High Myopia and Hyperopia Correction - Cornea Revolution

High Myopia and Hyperopia Correction

Technically, treating high myopia (-9 to -16 diopters of correction) or high hyperopia (+3 to +6 or more) is not a corneal repair, but it is a complex procedure that few surgeons undertake. Topographic-guided ablation significantly improved high myopia treatments by creating a more uniform cornea with a large optical zone, minimizing the aberrant optics that lead to poor night vision. In the past, this latter problem has been the main issue with treating high myopia with an excimer laser, and many surgeons place ICL lenses in the eye for high myopia correction. ICL lenses have a series of complications, such as the creation of cataracts and endothelial cell loss.

The latter can potentially cause serious corneal complications requiring a corneal transplant to resolve. More long-term data is needed to show whether or not ICL use will contribute to corneal failure long term. Any procedure that enters the globe of the eye, such as implantation of ICL, will also have a low rate of severe eye complications such as endophthalmitis (internal eye infection) and retinal issues.

Topographic guided ablation does not enter the eye globe, is performed within the cornea, and removes the biological flaws (higher order aberrations) in the cornea that scatter light. When treated with Wavelight Contoura topographic guided ablation and the LYRA Protocol, our patients rarely see a significant worsening of night vision, even with very high corrections.

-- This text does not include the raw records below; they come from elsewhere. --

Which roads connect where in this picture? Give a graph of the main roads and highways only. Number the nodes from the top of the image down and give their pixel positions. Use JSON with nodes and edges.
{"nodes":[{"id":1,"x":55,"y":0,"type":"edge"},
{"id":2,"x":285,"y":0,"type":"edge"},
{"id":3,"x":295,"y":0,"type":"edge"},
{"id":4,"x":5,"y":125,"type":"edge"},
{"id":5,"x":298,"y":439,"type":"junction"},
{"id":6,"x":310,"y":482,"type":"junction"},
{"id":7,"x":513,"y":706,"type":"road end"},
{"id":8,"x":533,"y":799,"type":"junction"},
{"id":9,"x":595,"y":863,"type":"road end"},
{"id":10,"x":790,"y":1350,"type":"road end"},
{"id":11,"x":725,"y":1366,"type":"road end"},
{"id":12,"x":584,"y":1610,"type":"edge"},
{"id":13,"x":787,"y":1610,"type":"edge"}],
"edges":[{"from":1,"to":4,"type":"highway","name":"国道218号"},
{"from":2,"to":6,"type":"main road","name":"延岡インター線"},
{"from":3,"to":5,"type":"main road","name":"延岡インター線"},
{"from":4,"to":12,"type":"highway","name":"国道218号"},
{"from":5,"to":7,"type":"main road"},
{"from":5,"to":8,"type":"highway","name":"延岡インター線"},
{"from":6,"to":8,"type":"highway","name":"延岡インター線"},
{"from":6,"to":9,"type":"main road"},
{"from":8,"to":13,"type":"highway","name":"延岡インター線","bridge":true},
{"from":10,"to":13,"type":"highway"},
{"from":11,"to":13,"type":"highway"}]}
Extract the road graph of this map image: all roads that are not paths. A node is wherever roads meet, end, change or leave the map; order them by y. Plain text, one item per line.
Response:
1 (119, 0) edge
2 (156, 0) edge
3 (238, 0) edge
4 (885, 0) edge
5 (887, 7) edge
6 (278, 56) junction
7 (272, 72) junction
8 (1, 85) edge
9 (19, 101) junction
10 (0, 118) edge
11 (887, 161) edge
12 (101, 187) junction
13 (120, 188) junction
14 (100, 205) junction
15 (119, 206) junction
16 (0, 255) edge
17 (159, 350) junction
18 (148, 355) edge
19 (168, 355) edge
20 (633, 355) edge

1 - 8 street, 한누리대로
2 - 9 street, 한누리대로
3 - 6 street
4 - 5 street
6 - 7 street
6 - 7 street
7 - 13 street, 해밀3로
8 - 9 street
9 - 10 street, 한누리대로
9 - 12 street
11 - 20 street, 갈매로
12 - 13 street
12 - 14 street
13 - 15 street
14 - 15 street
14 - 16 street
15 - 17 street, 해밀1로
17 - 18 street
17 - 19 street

Treatment of high hyperopia does not necessarily need to utilize the LYRA Protocol, as the reshaping of the cornea is different. For years, many surgeons would not correct hyperopia over a +3 or +4, as studies utilizing the older lasers with older ablation patterns in the early 2000s showed poor effectiveness. This trend continued even as newer lasers such as the WaveLight Allegretto 400 and EX500 were FDA-approved up to +6.00. Dr. Motwani understood that he could treat high hyperopia effectively, and the frustration with inertia in the refractive surgery field was instrumental in his entering the academic research world. Dr. Motwani published the first paper focused on the treatment of high hyperopia. He demonstrated that the outcomes were BETTER than those of published results of low hyperopia 15 years prior. Dr. Motwani’s research led to more surgeons treating high hyperopia patients.

As an interesting aside, Dr. Motwani has benefitted himself from these protocols, as he was a high myope (-9 and -10) who had his original laser surgery flaws repaired with the CREATE Protocol in 2020. He was so confident in the outcomes of his research that he applied his findings to his own treatment.